Sepolta dal giudizio di irrilevanza di una storiografia attenta soprattutto alla
politica di potenza – giudizio rafforzato, peraltro, nel caso delle Nazioni
Unite, dall’emarginazione cui la guerra fredda costrinse l’Organizzazione –
la scelta societaria dell’Italia è rimasta a lungo poco studiata. Si è così
mancato di approfondire uno degli aspetti più originali della politica estera
del paese nel secondo dopoguerra, l’attenzione, appunto, per la
cooperazione internazionale, di cui solo negli ultimi anni si è cominciato a
valutare l’importanza.

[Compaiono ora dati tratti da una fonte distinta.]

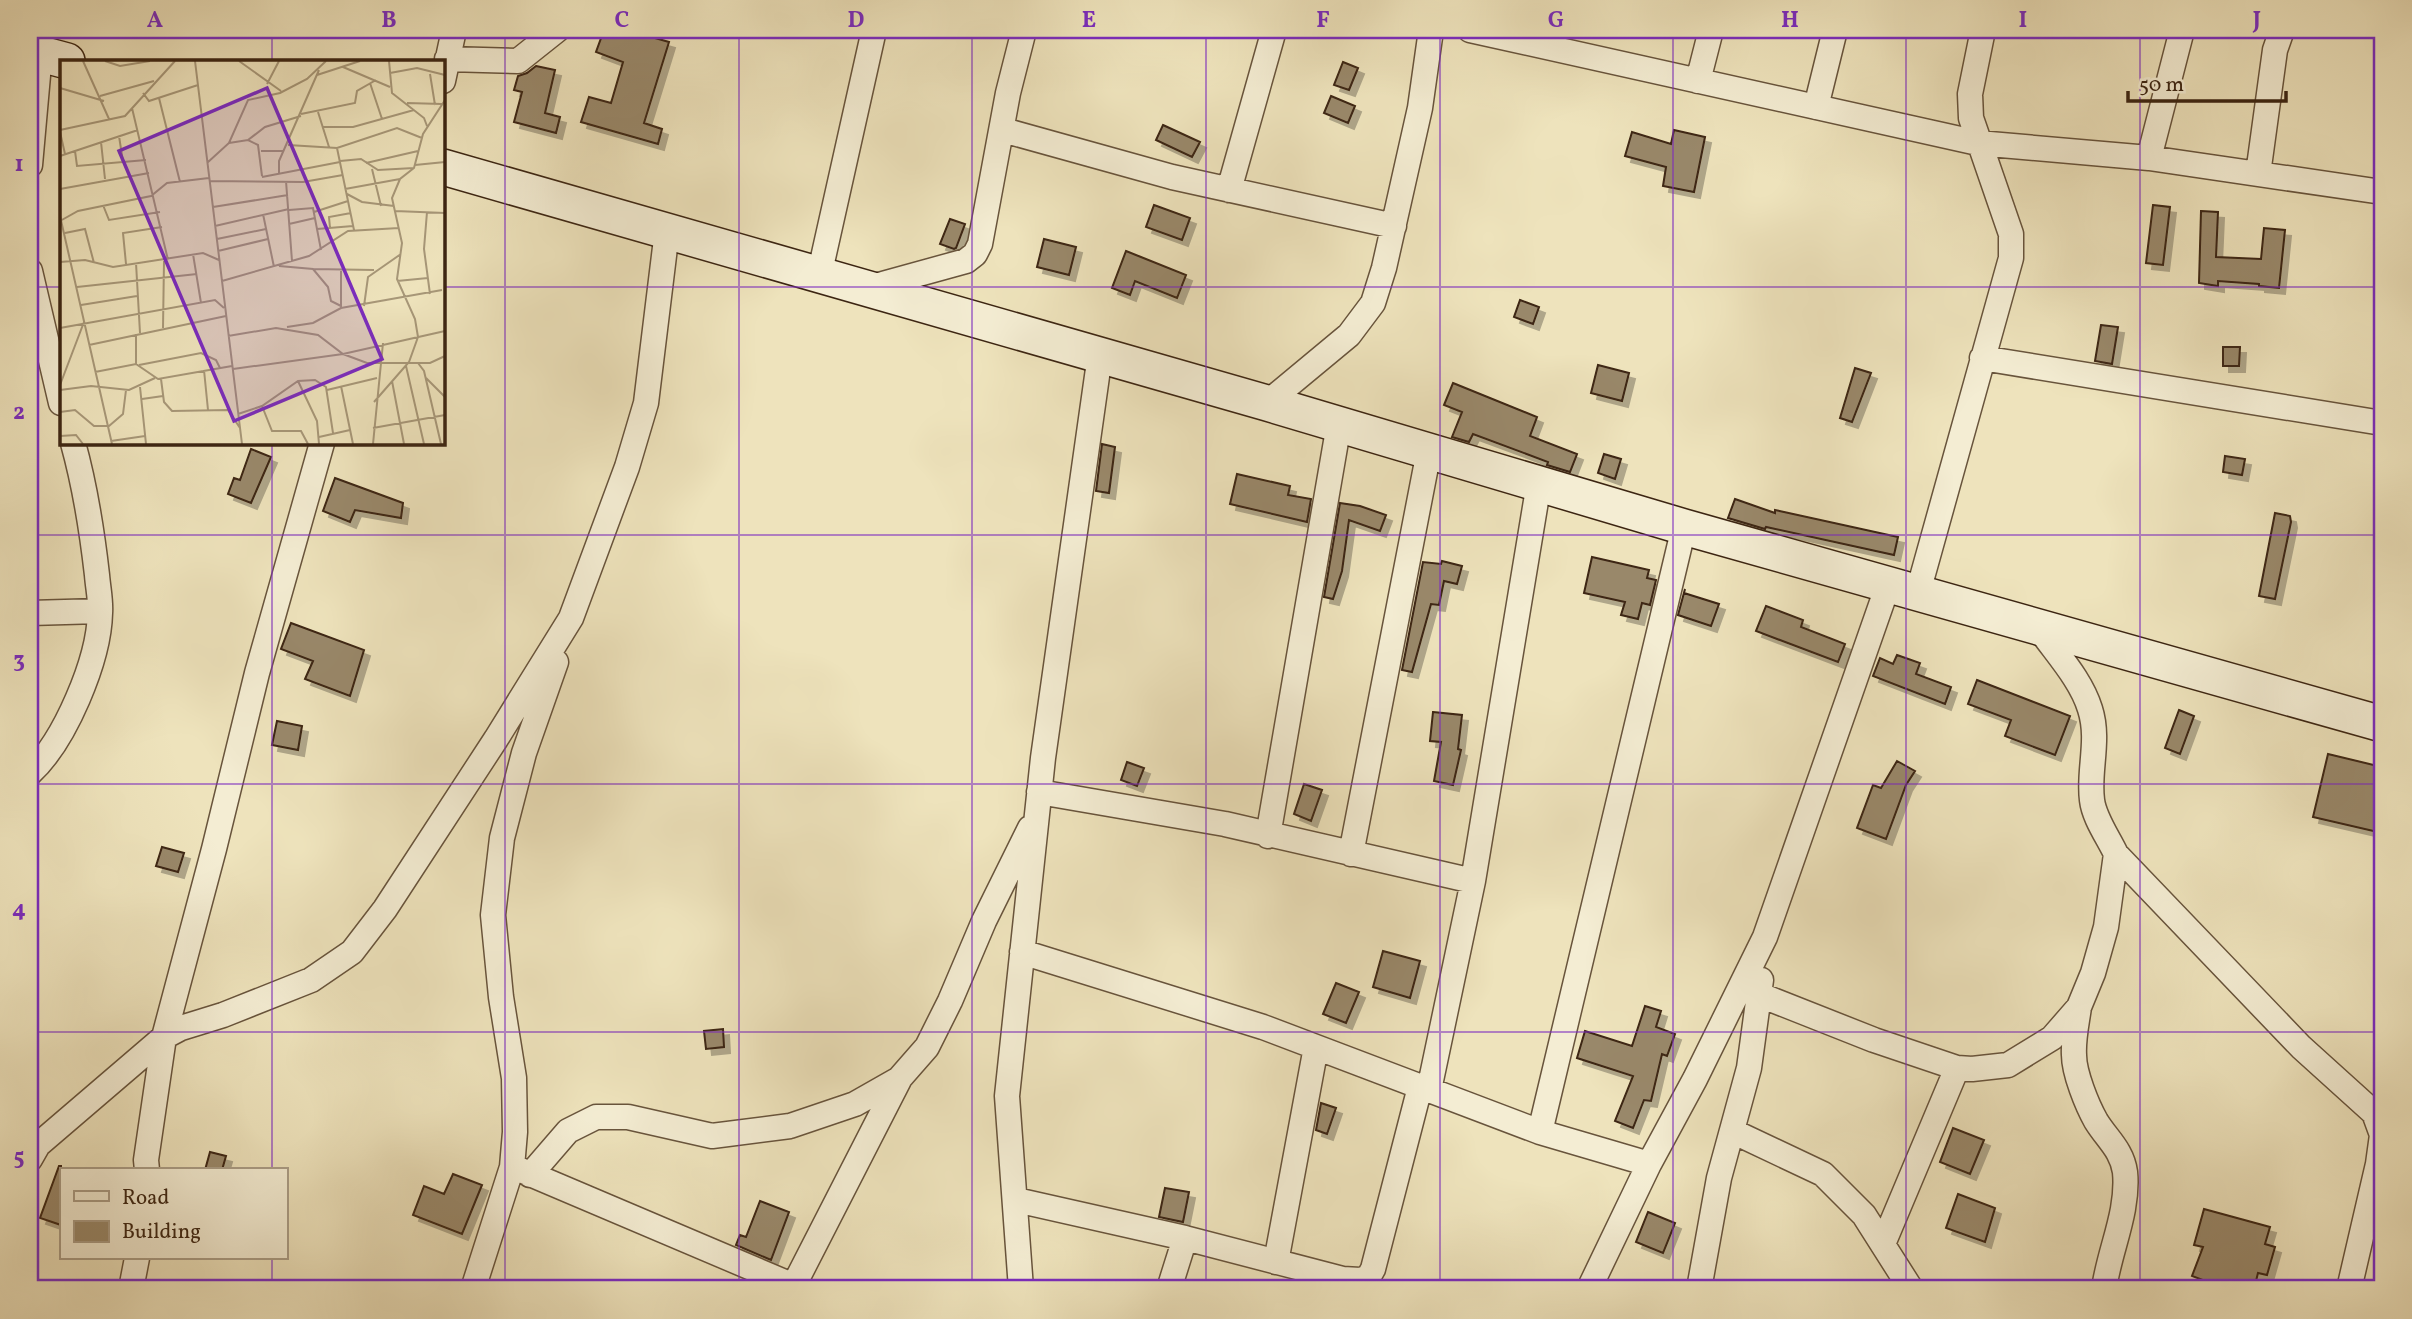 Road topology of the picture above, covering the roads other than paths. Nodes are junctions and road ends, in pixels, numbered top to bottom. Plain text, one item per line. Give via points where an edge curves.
1 (454, 30) edge
2 (557, 30) edge
3 (874, 30) edge
4 (1024, 30) edge
5 (1274, 30) edge
6 (1431, 30) edge
7 (1470, 30) edge
8 (1711, 30) edge
9 (1835, 30) edge
10 (1983, 30) edge
11 (2182, 30) edge
12 (2282, 30) edge
13 (46, 55) edge
14 (445, 70) edge
15 (1698, 80) junction
16 (1816, 107) junction
17 (1003, 130) junction
18 (1978, 143) junction
19 (2149, 158) junction
20 (30, 165) edge
21 (444, 167) edge
22 (2258, 174) junction
23 (1229, 190) junction
24 (2382, 192) edge
25 (1394, 226) junction
26 (667, 231) junction
27 (30, 271) edge
28 (819, 276) junction
29 (864, 289) junction
30 (1100, 355) junction
31 (1982, 358) junction
32 (60, 399) edge
33 (1267, 403) junction
34 (2382, 423) edge
35 (1339, 424) junction
36 (72, 444) edge
37 (321, 444) edge
38 (1429, 451) junction
39 (1539, 483) junction
40 (1684, 527) junction
41 (1903, 589) junction
42 (100, 611) junction
43 (30, 613) edge
44 (571, 618) junction
45 (2038, 627) junction
46 (2382, 723) edge
47 (30, 773) edge
48 (1038, 803) junction
49 (1268, 836) junction
50 (1351, 854) junction
51 (2116, 854) junction
52 (1473, 881) junction
53 (1765, 937) junction
54 (1022, 952) junction
55 (1760, 995) junction
56 (2079, 1007) junction
57 (164, 1037) junction
58 (1316, 1047) junction
59 (1957, 1068) junction
60 (899, 1079) junction
61 (1424, 1089) junction
62 (1732, 1131) junction
63 (1540, 1132) junction
64 (30, 1159) edge
65 (1649, 1164) junction
66 (147, 1168) edge
67 (521, 1171) junction
68 (1016, 1200) junction
69 (1185, 1238) junction
70 (1883, 1244) junction
71 (137, 1260) edge
72 (1276, 1262) junction
73 (1324, 1282) edge
74 (793, 1288) edge
75 (131, 1289) edge
76 (473, 1289) edge
77 (1021, 1289) edge
78 (1169, 1289) edge
79 (1589, 1289) edge
80 (1699, 1289) edge
81 (1911, 1289) edge
82 (2104, 1289) edge
83 (2349, 1289) edge

1 - 14 street
2 - 14 street via 518,61
3 - 28 street
4 - 17 street
5 - 23 street
6 - 25 street via 1420,108
7 - 15 street
8 - 15 street
9 - 16 street
10 - 18 street via 1970,94
11 - 19 street
12 - 22 street
13 - 20 street
15 - 16 street
16 - 18 street
17 - 23 street
17 - 29 street via 975,254 965,261
18 - 19 street
18 - 31 street via 2011,234 2011,258
19 - 22 street
21 - 26 street
22 - 24 street
23 - 25 street
25 - 33 street via 1373,303 1349,335
26 - 28 street
26 - 44 street via 646,403
27 - 32 street
28 - 29 street
29 - 30 street
30 - 33 street
30 - 48 street
31 - 34 street
31 - 41 street
33 - 35 street
35 - 38 street
35 - 49 street
36 - 42 street via 94,546
37 - 57 street
38 - 39 street
38 - 50 street
39 - 40 street
39 - 52 street
40 - 41 street
40 - 63 street
41 - 45 street
41 - 53 street
42 - 43 street
42 - 47 street via 98,640 75,705 57,741
44 - 57 street via 393,898 352,952 311,981
44 - 67 street via 518,777 502,838 493,915
45 - 46 street
45 - 51 street via 2090,708 2095,742 2092,800
48 - 49 street via 1225,824
48 - 54 street
48 - 60 street via 927,1047
49 - 50 street
50 - 52 street
51 - 56 street via 2106,928
51 - 83 street via 2301,1047 2374,1113 2382,1135 2378,1164
52 - 61 street
53 - 55 street
53 - 65 street
54 - 58 street
54 - 68 street via 1007,1096
55 - 59 street
55 - 62 street via 1749,1068
56 - 59 street via 2052,1038 2008,1065
56 - 82 street via 2074,1057 2082,1090 2096,1121 2119,1151 2125,1173 2122,1212
57 - 64 street via 38,1145
57 - 66 street
58 - 61 street
58 - 72 street
59 - 70 street
60 - 67 street via 855,1104 790,1126 712,1136 628,1118 596,1117 568,1131
60 - 74 street
61 - 63 street
61 - 73 street via 1373,1269 1368,1278
62 - 70 street via 1824,1174 1864,1215
62 - 80 street
63 - 65 street
65 - 79 street
67 - 74 street
67 - 76 street
68 - 69 street
68 - 77 street
69 - 72 street
69 - 78 street
70 - 81 street
71 - 75 street
72 - 73 street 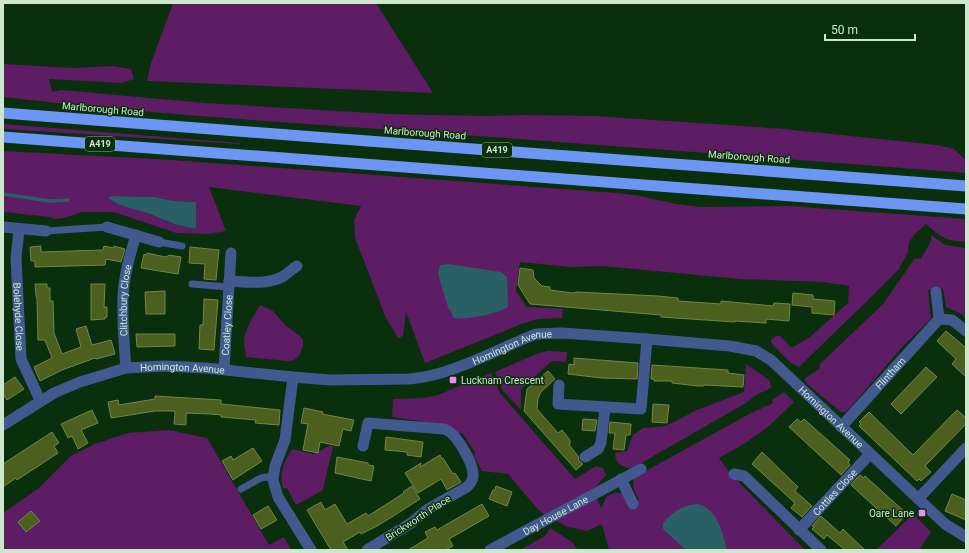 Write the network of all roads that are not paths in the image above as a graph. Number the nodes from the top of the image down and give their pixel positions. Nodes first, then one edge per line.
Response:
1 (3, 113) edge
2 (3, 137) edge
3 (966, 186) edge
4 (966, 209) edge
5 (3, 227) edge
6 (107, 227) joint
7 (19, 230) junction
8 (46, 231) joint
9 (136, 235) junction
10 (160, 242) joint
11 (182, 246) dead end
12 (231, 253) dead end
13 (297, 266) dead end
14 (192, 284) dead end
15 (229, 284) junction
16 (936, 292) dead end
17 (939, 319) junction
18 (966, 331) edge
19 (647, 339) junction
20 (126, 368) junction
21 (224, 369) junction
22 (293, 377) junction
23 (559, 386) dead end
24 (40, 400) junction
25 (605, 408) junction
26 (3, 424) edge
27 (841, 427) junction
28 (363, 446) dead end
29 (966, 448) edge
30 (870, 454) junction
31 (585, 457) dead end
32 (641, 469) dead end
33 (734, 474) dead end
34 (273, 476) junction
35 (621, 479) junction
36 (241, 489) dead end
37 (918, 499) junction
38 (633, 504) dead end
39 (799, 530) junction
40 (966, 537) edge
41 (312, 550) edge
42 (367, 550) edge
43 (490, 550) edge
44 (820, 550) edge

1 - 3 highway, Marlborough Road / A419
2 - 4 highway, A419
5 - 7 street
6 - 8 lane
6 - 9 street
7 - 8 street
7 - 24 street, Bolehyde Close
9 - 10 street
9 - 20 street, Clitchbury Close
10 - 11 lane
12 - 15 street, Coatley Close
13 - 15 street, Coatley Close
14 - 15 lane
15 - 21 street, Coatley Close
16 - 17 street
17 - 18 street
17 - 27 street, Flintham
19 - 22 street, Homington Avenue
19 - 25 street
19 - 27 street, Homington Avenue
20 - 21 street, Homington Avenue
20 - 24 street, Homington Avenue
21 - 22 street, Homington Avenue
22 - 34 street
23 - 25 street
24 - 26 street, Homington Avenue
25 - 31 street
27 - 30 street, Homington Avenue
28 - 42 street, Brickworth Place
29 - 37 street
30 - 37 street, Homington Avenue
30 - 39 street, Cottles Close
32 - 35 street, Day House Lane
33 - 39 street
34 - 36 lane
34 - 41 street
35 - 38 street
35 - 43 street, Day House Lane
37 - 40 street, Homington Avenue
39 - 44 street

Se infatti le Nazioni Unite - e le loro agenzie – non
sono state oggetto di rilevante attenzione da parte degli storici, esse, al
contrario, sono state per i responsabili italiani uno degli ambiti privilegiati
della politica estera del paese; da come si potrà evincere andando avanti
nella lettura di questa tesi.
La nuova classe dirigente venne alla luce “politicamente” insieme alle
Nazioni Unite e sul nuovo organismo appuntò subito la sua attenzione. Essa
aveva nel proprio bagaglio ideale e culturale concezioni della politica estera
notevolmente diverse da quella fascista e aveva inoltre sotto gli occhi gli
esiti tragici di una politica di potenza condotta fino all’estremo. Cattolici,
comunisti, partiti laici, pur muovendo da aspirazioni e considerazioni
diverse, erano accomunati dal rifiuto della realpolitik e dal favore per la
cooperazione internazionale e condividevano non pochi aspetti del Great
Design roosveltiano. Seguirono quindi con grande interesse la nascita di un
organismo internazionale che - si pensava – avrebbe permesso di condurre
su basi rinnovate, cooperative e non più conflittuali, le relazioni tra gli Stati.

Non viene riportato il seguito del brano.